AVAILABLE RECORDS: Begin

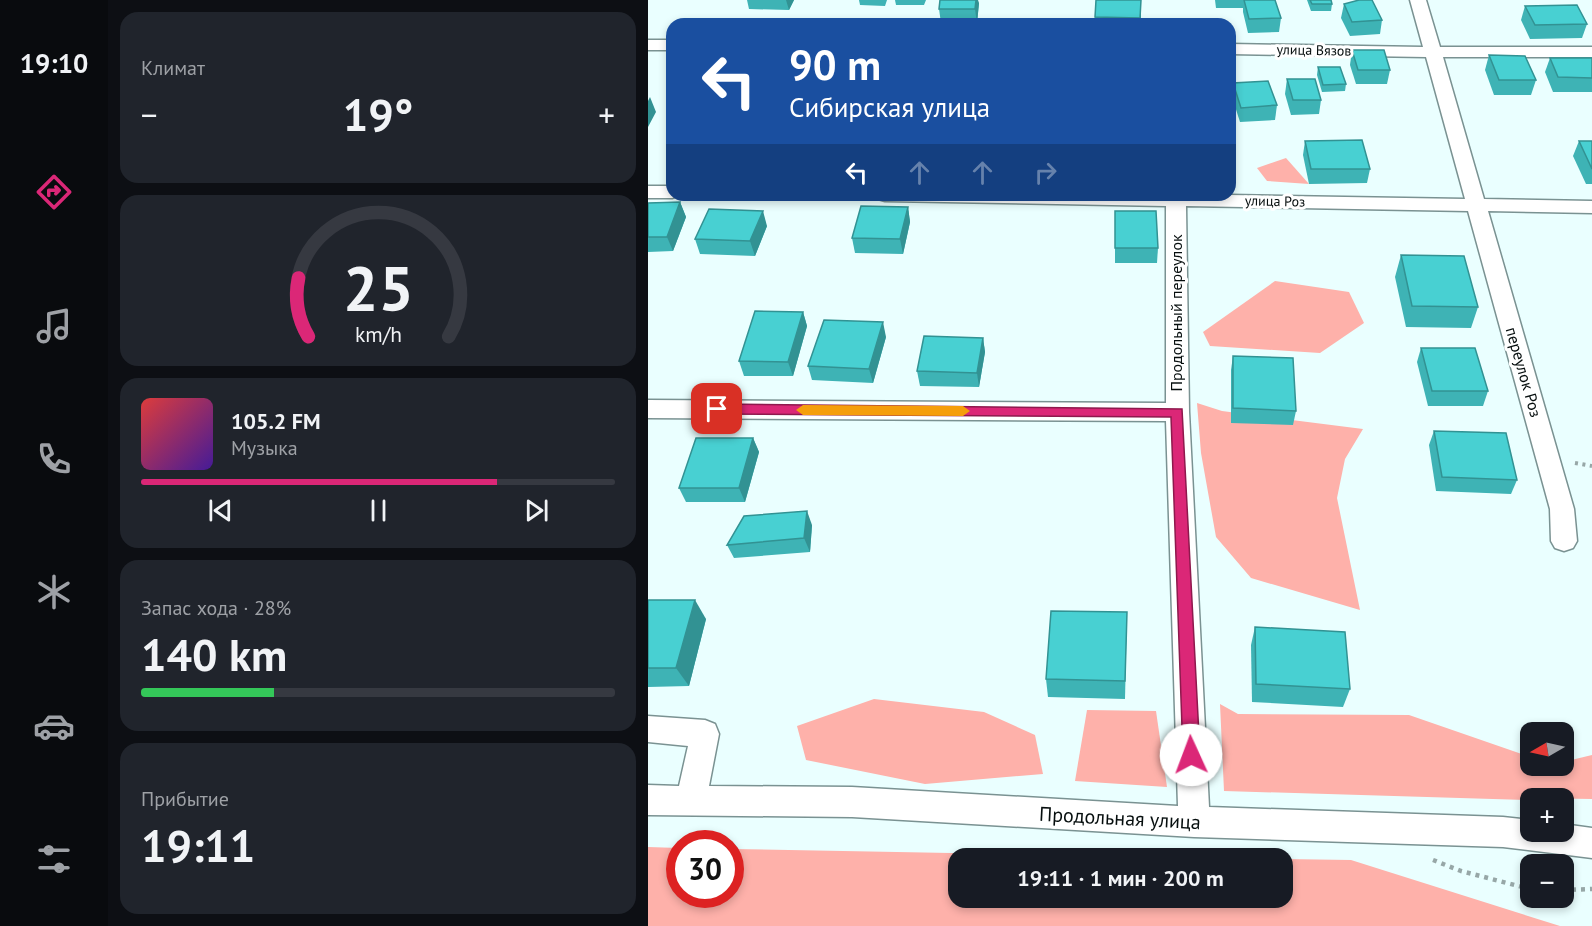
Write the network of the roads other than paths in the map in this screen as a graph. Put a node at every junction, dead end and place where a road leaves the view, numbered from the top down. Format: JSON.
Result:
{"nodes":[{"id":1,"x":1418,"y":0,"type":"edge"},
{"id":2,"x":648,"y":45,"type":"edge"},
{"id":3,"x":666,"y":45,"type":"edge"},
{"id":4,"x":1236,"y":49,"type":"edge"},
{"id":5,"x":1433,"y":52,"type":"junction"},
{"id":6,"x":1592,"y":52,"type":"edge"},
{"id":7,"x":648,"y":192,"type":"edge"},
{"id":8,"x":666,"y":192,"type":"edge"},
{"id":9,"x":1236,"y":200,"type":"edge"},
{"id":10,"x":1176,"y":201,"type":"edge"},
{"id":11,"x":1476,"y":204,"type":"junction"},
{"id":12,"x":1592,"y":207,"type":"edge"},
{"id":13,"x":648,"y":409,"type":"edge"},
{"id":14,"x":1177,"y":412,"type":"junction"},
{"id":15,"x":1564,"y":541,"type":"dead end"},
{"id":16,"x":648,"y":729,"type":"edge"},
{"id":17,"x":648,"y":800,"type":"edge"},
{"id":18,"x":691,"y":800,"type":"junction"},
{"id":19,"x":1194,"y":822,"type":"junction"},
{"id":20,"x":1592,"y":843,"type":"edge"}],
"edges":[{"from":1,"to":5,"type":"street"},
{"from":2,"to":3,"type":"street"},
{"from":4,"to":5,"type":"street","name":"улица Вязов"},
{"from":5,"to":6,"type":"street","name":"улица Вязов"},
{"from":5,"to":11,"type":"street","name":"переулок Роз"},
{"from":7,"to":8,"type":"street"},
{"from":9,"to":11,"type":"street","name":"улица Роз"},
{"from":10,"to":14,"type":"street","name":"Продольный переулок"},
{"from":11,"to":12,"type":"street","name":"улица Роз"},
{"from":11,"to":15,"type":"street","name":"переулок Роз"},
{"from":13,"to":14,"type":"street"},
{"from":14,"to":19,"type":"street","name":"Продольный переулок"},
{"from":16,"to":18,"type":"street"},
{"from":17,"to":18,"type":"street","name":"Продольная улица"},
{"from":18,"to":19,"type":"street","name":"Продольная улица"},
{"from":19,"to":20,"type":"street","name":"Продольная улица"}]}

AVAILABLE RECORDS: End
AVAILABLE RECORDS: Begin

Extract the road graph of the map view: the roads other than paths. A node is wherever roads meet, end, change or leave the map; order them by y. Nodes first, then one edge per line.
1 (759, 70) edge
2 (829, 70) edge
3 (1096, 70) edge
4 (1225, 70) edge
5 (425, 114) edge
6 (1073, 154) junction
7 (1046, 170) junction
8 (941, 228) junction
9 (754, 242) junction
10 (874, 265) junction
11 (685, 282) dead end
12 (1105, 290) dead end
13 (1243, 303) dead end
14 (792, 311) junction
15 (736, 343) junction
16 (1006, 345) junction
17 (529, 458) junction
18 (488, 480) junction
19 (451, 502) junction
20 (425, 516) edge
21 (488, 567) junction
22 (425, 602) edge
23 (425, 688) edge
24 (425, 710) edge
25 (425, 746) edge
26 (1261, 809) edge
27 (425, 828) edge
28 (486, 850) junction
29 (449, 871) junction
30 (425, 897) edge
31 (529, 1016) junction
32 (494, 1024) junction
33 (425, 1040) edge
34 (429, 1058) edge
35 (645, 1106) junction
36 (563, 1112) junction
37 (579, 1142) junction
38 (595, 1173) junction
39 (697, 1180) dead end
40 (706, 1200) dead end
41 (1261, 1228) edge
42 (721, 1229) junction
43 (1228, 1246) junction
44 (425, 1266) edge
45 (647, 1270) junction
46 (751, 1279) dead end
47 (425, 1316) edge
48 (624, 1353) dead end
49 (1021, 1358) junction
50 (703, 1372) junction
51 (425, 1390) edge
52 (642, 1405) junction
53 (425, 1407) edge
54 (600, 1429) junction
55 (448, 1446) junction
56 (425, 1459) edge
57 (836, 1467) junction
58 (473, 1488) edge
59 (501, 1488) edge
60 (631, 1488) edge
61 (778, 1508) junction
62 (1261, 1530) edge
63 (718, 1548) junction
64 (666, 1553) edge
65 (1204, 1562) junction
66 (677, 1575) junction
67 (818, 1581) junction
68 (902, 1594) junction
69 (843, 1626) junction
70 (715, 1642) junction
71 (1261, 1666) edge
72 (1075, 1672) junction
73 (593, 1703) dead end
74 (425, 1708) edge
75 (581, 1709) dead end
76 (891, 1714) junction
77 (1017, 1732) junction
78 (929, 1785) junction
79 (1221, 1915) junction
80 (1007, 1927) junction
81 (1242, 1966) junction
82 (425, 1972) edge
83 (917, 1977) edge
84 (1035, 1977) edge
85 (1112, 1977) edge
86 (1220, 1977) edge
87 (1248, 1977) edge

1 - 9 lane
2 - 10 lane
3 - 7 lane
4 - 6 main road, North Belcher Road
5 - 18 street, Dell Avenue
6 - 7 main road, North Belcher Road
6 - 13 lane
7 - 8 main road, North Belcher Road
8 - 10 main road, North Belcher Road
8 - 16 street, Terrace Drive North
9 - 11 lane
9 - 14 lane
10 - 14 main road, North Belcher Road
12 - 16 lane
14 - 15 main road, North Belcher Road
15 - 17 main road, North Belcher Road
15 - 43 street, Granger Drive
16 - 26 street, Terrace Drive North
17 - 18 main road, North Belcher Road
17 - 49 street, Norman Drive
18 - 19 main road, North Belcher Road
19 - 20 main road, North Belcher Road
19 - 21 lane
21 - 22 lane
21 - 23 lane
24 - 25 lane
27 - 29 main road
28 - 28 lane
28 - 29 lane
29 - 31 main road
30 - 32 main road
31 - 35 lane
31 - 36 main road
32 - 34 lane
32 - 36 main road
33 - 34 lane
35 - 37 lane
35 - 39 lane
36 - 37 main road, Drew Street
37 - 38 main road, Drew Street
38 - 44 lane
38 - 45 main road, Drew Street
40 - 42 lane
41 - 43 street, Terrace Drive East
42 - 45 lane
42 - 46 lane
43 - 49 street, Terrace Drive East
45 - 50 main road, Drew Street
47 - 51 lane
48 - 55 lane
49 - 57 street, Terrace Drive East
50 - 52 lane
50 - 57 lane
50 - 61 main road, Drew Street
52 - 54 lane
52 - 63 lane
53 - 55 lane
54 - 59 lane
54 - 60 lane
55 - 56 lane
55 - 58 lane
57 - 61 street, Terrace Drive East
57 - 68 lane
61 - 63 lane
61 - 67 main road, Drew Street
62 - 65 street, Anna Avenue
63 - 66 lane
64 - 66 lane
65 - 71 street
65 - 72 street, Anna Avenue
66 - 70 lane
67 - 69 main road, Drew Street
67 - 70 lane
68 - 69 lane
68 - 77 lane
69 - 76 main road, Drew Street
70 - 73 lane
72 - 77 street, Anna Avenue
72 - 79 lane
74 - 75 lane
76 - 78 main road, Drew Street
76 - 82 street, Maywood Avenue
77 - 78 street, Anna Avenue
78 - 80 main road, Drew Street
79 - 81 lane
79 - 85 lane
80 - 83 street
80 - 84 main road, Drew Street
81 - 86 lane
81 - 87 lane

AVAILABLE RECORDS: End
AVAILABLE RECORDS: Begin

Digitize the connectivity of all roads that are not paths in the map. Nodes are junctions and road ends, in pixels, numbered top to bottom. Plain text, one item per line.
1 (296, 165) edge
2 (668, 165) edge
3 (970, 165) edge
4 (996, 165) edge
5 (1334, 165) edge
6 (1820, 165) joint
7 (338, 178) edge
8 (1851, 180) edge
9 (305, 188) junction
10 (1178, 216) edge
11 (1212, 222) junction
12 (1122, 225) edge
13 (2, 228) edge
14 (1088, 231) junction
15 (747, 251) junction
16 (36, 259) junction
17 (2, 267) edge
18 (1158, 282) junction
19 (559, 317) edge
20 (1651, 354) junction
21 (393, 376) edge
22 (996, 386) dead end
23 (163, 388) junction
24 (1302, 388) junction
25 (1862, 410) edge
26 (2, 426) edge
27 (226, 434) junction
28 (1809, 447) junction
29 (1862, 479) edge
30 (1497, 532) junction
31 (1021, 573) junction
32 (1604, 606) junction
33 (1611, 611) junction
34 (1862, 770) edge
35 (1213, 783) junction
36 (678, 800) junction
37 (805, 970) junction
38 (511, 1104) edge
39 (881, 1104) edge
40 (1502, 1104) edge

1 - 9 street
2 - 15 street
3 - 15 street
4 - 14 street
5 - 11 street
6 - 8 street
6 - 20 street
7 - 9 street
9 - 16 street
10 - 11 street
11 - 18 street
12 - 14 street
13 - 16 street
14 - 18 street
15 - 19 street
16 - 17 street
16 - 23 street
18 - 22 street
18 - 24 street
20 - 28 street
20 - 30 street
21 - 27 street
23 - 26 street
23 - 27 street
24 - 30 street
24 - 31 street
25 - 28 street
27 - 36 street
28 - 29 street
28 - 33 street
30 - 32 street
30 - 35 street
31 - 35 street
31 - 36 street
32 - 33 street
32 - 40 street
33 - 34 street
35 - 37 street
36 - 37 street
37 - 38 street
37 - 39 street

AVAILABLE RECORDS: End

Each line above that has the word "North" should be copied.

*REPLY*
4 - 6 main road, North Belcher Road
6 - 7 main road, North Belcher Road
7 - 8 main road, North Belcher Road
8 - 10 main road, North Belcher Road
8 - 16 street, Terrace Drive North
10 - 14 main road, North Belcher Road
14 - 15 main road, North Belcher Road
15 - 17 main road, North Belcher Road
16 - 26 street, Terrace Drive North
17 - 18 main road, North Belcher Road
18 - 19 main road, North Belcher Road
19 - 20 main road, North Belcher Road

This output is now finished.